1790 Articles of Religion, Plan of Church Government and Circular Letter

Articles of Faith and Plan of Church Government
composed and adopted by the churches believing in the Salvation of all Men, met
in Philadelphia on the 25th of May, 1790 to which are added Sundry Recommendations, and a Circular Letter addressed to the churches
in the United States, believing the same doctrine.

Philadelphia: Dobson, 1790.


a deep sense of the unchangeable and universal love of God to mankind in a Redeemer, and in humble thankfulness to his kind providence in permitting us to assemble and deliberate, agreeably to the dictates of our consciences, without fear of civil or ecclesiastical power; WE, the representatives of sundry Societies in the United States, believing in the Salvation of all Men, convened on the twenty-fifth of May, 1790, in the city of Philadelphia, by an invitation from the brethren in said city, holding the same doctrine, and having implored the direction and blessing of God upon our endeavours to extend the knowledge of his Name, have adopted the following Articles, and Plan of Church

Chapter I.
Section 1. OF THE HOLY SCRIPTURES We believe the Scriptures of the Old and New Testaments to contain a revelation of the perfections and will of God, and the rule of faith and practice.

Section 2. OF THE SUPREME BEING We believe in One God, infinite in all his perfections; and that these perfections are all modifications of infinite, adorable, incomprehensible and unchangeable Love.

Section 3. OF THE MEDIATOR We believe that there is One Mediator between God and man, the man Jesus Christ, in whom dwelleth all the fulness of the Godhead bodily; who, by giving himself a ransom for all, hath redeemed them to God by his blood; and who, by the merit of his death, and the efficacy of his Spirit, will finally restore the whole human race to happiness.

Section 4. OF THE HOLY GHOST We believe in the Holy Ghost, whose office it is to make known to sinners the truth of their [this] salvation, through the medium of the Holy Scriptures, and to reconcile the hearts of the children of men to God, and thereby dispose them to genuine holiness.

Section 5. OF GOOD WORK We believe in the obligation of the moral law, as to the rule of life; and we hold that the love of God manifest to man in a Redeemer, is the best means of producing obedience to that law, and promoting a holy, active and useful life.

Chapter II.
Plan of Church Government

Sect. 1. Of a Church
We conceive a Church to consist of a number of believers, united by covenant, for the purposes of maintaining the public worship of God, the preaching of the Gospel, ordaining Officers, preserving Order and Peace amongst its Members, and relieving the Poor. Each Church possesses within itself all the powers of self-government.

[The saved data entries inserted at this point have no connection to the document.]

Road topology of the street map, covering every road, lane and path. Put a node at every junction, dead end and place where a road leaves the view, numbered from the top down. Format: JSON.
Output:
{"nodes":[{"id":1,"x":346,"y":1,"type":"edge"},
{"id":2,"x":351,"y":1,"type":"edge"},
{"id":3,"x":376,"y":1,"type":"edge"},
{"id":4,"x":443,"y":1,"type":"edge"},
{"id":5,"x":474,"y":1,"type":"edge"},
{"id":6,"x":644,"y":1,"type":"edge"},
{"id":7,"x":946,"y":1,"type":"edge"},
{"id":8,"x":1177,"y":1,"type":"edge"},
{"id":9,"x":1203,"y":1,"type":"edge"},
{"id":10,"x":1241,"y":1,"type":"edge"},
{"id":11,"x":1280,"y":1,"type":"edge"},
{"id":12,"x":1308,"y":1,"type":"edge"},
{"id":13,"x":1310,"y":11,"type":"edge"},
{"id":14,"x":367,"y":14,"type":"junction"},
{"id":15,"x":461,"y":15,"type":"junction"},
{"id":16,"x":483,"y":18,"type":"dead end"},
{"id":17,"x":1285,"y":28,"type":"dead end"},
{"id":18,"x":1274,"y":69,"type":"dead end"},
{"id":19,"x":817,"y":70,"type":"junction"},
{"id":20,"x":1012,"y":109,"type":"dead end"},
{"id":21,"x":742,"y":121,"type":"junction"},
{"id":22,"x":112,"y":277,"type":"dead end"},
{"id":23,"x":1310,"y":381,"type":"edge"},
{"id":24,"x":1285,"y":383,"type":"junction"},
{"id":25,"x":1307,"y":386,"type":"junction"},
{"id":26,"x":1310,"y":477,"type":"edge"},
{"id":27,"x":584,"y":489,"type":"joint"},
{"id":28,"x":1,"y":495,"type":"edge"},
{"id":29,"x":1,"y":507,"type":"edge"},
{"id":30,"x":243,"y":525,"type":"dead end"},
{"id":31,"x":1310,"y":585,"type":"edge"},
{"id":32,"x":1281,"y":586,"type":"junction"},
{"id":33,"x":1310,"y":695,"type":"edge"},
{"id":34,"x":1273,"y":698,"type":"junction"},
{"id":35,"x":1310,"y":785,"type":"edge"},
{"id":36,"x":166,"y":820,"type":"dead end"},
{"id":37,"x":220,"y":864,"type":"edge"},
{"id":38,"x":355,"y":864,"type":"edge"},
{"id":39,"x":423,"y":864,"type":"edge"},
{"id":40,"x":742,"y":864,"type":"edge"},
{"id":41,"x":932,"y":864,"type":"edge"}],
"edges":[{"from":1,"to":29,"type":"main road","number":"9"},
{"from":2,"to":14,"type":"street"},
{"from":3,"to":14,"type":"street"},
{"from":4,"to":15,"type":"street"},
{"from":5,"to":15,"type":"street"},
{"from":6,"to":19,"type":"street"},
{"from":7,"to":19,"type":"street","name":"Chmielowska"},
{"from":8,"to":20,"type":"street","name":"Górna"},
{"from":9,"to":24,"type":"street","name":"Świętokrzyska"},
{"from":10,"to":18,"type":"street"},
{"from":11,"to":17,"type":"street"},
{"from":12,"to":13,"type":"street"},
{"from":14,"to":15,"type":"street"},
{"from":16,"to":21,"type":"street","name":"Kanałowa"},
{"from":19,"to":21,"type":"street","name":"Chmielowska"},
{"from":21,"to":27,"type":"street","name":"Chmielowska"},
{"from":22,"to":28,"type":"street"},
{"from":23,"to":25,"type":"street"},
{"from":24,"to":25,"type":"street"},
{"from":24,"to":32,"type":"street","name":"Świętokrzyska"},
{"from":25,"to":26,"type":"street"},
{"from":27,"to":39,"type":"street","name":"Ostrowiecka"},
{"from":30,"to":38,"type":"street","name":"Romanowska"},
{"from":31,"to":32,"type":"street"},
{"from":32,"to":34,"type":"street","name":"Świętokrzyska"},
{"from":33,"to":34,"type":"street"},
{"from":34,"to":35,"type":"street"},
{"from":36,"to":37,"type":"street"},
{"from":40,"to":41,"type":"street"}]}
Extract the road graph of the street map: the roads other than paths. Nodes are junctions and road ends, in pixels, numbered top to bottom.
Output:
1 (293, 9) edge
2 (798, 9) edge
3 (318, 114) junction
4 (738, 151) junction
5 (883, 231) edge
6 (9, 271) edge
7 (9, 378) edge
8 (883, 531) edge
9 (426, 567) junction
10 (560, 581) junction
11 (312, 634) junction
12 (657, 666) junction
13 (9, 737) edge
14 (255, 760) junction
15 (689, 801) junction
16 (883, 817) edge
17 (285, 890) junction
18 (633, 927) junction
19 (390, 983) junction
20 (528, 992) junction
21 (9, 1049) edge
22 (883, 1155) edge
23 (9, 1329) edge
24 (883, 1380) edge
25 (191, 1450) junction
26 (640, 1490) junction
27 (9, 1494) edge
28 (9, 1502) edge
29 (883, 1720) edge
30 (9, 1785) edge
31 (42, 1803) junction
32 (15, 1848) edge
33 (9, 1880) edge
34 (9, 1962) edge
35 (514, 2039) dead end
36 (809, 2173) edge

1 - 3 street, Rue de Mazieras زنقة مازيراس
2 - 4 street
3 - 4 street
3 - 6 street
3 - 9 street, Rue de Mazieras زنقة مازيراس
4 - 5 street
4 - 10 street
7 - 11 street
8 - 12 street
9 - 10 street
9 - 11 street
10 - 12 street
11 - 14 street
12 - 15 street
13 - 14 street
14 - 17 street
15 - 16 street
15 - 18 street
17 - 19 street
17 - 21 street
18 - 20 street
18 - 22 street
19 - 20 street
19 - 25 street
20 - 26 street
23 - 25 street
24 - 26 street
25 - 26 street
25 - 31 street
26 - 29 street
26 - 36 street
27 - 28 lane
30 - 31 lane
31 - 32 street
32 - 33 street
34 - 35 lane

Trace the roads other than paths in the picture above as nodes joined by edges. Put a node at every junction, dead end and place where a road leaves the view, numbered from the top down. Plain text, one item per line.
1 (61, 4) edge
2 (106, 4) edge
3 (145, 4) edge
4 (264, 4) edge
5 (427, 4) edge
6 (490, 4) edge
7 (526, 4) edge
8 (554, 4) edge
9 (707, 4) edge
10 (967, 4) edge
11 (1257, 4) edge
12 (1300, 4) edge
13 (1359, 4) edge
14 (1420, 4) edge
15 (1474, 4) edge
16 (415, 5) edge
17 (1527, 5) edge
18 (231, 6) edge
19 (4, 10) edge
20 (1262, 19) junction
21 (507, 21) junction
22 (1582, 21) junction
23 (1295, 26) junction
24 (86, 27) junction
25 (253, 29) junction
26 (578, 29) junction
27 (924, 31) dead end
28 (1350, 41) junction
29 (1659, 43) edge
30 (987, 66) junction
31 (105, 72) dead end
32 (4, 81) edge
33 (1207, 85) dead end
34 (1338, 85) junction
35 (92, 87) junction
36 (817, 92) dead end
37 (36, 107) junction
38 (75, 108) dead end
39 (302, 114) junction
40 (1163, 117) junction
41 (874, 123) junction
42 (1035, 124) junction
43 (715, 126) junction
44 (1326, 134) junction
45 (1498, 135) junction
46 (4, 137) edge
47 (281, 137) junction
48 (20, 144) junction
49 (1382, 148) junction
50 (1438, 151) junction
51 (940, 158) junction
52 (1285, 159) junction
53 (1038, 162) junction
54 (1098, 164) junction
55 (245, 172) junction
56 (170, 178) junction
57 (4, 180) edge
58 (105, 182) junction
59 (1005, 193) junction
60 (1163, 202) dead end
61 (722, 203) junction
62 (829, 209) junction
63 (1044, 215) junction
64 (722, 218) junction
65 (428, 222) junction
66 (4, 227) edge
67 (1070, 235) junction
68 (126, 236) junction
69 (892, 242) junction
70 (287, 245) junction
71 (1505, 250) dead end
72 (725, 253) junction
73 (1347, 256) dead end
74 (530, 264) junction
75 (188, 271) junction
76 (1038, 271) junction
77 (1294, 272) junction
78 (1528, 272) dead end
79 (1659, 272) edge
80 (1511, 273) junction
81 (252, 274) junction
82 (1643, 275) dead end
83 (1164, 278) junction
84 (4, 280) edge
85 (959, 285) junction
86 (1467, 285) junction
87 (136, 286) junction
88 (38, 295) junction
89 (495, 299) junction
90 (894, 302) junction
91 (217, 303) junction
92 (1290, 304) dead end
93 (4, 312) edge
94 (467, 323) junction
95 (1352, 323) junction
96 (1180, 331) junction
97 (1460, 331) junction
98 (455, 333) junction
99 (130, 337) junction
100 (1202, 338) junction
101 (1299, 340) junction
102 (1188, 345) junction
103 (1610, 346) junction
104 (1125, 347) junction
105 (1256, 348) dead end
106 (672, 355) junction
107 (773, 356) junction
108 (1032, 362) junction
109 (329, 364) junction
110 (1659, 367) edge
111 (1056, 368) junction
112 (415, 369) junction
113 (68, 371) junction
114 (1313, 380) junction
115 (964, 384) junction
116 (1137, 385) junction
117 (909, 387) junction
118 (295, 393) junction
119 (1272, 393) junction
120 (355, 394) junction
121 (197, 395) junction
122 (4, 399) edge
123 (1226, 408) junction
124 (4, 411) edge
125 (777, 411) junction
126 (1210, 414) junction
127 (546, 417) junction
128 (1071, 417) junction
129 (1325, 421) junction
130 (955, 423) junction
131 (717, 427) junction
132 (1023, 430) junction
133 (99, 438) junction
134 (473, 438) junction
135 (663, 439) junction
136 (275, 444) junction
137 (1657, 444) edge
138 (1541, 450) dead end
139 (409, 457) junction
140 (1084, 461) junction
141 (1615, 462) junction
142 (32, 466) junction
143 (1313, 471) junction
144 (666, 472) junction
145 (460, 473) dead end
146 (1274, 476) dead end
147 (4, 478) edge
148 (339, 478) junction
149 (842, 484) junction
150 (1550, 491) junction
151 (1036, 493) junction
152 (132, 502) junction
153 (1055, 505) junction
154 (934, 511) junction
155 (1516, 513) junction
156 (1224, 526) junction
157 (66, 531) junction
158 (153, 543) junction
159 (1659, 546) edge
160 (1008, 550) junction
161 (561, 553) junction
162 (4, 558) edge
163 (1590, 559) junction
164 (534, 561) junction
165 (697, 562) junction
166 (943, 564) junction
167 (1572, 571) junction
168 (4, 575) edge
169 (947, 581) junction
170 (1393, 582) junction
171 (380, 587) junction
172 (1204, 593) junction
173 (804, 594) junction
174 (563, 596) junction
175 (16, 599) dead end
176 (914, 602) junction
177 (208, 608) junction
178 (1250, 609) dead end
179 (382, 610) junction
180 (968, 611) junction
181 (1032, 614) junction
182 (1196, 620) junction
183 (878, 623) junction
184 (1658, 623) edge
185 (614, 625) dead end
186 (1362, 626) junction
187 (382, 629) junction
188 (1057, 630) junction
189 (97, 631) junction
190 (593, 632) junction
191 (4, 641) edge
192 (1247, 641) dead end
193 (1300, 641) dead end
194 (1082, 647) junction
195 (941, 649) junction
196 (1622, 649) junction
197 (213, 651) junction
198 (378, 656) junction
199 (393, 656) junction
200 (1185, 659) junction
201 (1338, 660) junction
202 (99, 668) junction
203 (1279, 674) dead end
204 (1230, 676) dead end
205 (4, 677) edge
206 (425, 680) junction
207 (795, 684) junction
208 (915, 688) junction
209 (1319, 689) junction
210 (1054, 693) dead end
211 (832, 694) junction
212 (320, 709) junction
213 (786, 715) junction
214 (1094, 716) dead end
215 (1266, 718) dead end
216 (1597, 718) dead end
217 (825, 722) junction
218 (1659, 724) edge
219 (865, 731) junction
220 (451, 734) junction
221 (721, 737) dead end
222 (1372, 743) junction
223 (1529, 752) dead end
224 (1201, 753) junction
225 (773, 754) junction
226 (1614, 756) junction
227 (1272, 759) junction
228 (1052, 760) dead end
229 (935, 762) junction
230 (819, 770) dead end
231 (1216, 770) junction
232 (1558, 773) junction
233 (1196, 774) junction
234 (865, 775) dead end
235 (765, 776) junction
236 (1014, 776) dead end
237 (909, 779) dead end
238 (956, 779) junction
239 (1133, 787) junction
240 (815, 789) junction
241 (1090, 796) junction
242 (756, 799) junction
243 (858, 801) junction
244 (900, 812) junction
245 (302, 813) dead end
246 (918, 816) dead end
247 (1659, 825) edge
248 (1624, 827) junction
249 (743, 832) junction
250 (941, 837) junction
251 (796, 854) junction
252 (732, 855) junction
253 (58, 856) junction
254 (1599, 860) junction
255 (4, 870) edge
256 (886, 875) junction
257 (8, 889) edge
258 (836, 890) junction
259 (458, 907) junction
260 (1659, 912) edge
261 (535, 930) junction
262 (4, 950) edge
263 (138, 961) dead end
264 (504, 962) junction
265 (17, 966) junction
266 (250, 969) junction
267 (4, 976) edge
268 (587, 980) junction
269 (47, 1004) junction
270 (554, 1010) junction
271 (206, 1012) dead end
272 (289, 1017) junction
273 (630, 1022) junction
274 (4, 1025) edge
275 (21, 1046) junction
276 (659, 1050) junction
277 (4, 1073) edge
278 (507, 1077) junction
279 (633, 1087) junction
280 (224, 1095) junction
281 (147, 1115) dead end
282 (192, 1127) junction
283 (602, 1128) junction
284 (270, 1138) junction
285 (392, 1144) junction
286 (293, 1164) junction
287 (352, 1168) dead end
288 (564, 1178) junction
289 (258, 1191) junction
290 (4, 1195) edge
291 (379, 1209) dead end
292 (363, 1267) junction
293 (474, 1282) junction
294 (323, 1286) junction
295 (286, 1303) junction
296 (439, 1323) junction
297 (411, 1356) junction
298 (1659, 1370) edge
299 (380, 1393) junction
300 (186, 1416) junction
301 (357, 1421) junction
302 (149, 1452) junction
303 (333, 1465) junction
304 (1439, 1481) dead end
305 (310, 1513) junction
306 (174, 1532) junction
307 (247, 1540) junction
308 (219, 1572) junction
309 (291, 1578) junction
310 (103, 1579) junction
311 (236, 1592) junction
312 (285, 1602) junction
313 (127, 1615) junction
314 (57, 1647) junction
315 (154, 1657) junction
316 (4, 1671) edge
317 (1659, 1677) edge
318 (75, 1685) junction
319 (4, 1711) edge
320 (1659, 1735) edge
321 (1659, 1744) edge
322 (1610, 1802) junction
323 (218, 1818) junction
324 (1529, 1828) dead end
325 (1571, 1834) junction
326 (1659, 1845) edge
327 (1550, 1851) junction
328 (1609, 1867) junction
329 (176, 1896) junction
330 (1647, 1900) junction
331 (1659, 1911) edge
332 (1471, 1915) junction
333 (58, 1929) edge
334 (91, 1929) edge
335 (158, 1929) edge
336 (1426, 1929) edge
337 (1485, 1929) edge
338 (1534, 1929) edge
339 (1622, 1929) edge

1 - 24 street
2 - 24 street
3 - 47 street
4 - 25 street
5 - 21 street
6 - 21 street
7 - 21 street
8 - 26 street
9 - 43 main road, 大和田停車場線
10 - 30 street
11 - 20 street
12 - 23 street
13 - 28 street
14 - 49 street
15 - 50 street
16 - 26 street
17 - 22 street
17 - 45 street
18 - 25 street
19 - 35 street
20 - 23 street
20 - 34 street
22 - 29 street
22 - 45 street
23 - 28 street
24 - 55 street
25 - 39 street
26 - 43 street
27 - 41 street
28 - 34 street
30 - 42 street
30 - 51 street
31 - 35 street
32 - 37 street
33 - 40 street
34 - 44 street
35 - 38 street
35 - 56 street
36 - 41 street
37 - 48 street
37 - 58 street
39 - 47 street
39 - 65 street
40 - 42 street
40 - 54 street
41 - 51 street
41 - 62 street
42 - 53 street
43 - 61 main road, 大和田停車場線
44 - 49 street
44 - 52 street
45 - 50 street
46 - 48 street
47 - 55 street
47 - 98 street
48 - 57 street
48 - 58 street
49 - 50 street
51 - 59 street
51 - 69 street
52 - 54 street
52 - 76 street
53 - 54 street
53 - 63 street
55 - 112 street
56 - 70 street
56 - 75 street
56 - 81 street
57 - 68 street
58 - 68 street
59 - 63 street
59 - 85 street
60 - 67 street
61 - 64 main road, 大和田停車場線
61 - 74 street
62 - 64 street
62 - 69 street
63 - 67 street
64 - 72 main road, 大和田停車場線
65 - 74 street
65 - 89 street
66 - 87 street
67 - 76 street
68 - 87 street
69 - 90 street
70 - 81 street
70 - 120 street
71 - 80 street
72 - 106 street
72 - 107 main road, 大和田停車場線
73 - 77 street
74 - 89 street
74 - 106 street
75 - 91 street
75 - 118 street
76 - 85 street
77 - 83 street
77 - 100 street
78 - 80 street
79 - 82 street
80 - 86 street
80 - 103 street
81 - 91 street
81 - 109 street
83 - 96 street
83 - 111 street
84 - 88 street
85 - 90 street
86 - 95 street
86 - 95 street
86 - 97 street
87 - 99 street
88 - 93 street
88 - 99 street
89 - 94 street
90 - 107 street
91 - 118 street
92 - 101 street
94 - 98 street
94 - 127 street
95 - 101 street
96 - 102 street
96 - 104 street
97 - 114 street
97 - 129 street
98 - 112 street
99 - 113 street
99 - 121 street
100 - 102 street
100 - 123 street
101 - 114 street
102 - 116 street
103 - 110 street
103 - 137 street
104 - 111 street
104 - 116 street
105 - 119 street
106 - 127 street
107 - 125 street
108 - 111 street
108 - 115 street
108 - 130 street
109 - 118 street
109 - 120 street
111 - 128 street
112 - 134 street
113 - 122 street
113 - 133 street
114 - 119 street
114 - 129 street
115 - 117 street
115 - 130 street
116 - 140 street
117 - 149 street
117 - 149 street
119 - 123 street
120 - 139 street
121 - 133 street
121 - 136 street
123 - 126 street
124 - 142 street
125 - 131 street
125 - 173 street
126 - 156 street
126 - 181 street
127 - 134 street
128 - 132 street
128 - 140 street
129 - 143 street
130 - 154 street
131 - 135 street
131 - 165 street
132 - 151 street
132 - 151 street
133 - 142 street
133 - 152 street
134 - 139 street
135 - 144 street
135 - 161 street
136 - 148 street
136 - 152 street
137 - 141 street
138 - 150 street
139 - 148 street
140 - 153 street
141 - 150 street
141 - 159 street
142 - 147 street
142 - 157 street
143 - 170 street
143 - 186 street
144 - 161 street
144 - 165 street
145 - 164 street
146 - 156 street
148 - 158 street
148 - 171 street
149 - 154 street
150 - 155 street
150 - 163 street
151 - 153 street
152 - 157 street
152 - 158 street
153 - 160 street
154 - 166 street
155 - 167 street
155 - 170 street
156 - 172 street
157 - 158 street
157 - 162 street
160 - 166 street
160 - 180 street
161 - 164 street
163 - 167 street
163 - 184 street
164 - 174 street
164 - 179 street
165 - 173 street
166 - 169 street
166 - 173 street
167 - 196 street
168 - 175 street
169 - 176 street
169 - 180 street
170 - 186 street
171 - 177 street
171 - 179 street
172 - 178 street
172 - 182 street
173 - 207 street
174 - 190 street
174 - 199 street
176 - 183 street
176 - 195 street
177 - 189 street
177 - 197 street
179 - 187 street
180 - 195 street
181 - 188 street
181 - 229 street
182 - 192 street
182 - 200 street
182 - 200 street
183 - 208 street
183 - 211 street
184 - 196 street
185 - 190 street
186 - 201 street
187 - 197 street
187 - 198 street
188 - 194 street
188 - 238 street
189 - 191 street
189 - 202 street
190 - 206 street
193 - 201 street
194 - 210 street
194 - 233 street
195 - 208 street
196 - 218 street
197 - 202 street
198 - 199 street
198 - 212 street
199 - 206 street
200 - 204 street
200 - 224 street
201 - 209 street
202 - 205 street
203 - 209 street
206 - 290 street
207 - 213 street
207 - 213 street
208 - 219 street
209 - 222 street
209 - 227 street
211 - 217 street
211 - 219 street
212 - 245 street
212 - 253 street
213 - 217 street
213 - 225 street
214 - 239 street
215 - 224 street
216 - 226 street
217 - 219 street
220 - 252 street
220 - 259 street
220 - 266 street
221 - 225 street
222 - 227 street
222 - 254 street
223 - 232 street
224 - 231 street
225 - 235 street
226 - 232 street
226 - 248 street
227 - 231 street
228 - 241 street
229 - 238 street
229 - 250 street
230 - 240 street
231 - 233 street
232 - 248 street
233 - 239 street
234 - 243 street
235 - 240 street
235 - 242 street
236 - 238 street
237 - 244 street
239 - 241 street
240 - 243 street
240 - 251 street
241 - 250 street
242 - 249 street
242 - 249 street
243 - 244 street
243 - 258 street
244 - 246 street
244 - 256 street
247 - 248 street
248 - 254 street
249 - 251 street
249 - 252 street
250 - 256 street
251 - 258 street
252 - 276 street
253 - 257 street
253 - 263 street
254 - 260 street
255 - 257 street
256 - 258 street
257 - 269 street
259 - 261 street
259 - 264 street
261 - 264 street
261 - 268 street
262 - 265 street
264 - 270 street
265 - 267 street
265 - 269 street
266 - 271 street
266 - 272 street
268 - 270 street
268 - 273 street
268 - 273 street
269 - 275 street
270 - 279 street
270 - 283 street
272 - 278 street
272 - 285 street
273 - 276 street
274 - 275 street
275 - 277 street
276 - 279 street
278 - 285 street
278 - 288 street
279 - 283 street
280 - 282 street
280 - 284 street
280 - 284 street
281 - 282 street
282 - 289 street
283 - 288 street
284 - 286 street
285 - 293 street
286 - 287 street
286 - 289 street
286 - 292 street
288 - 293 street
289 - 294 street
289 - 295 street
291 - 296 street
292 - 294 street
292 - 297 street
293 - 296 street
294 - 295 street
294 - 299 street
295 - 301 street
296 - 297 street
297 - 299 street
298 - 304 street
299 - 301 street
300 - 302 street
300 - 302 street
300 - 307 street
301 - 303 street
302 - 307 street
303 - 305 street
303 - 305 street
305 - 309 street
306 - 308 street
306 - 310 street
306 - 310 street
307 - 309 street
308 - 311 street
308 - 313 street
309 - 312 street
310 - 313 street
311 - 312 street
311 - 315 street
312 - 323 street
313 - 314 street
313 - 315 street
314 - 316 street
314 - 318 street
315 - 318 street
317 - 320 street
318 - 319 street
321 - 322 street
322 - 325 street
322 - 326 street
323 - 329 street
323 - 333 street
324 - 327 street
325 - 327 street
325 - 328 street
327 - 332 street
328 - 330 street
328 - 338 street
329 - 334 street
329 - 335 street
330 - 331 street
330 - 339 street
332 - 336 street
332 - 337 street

Sect. 2. Of the Officers of a Church
The Officers of a Church are two, viz. Bishops and Deacons. The terms bishop, elder, minister, pastor, and teacher, intended only to express the different capacities in which the same Officer is called to act. For the duty of Bishops we refer to the 28th chapter of Matthew, and the 19th and 20th verses; and for the qualifications and duty of both Bishops and Deacons, we refer to the 3d and 4th chapters of the first epistle to Timothy.

Sect. 3. Of the Call and Ordination of the Officers of the Church
Such persons as possess those qualifications and gifts, which the Holy Scriptures prescribe for a Bishop, and who wish to devote themselves to God in the ministry, shall be invited to preach before the members of the Church; and if after trial, they appear to be under the influence of the spirit of the Gospel, and to possess such endowments as are requisite for the profitable exercise of the duty of a Bishop or Minister, the Church shall solemnly set apart and ordain such persons; and a certificate of such appointment shall be to them a sufficient
ordination to preach the gospel, and to administer such ordination, hereinafter mentioned, as to them may seem proper, wherever they may be called by Divine Providence.

And as the great design of forms in ordaining Ministers, is to prevent weak, and immoral persons from exercising the ministerial office, we admit Ordination by any Church in which such forms have been observed, to be valid, and when persons so Ordained, shall apply to become members of any of our Churches, they shall (if otherwise qualified) be admitted not only as Members, but Ministers also.

Deacons shall be chosen by the members of the Church, and ordained in a like manner as Bishops or Ministers. Their business (besides receiving and applying the pious and charitable contributions of the Church for the support of the labourers of the Gospel, and the relief of the poor), shall be to attend to the secular affairs of the church, to keep an exact register of all the persons who shall be born, baptized, admitted to communion, married, or who shall remove or die, belonging to the society; also, an account of the admission and dismission of members, and of all the business of the Church.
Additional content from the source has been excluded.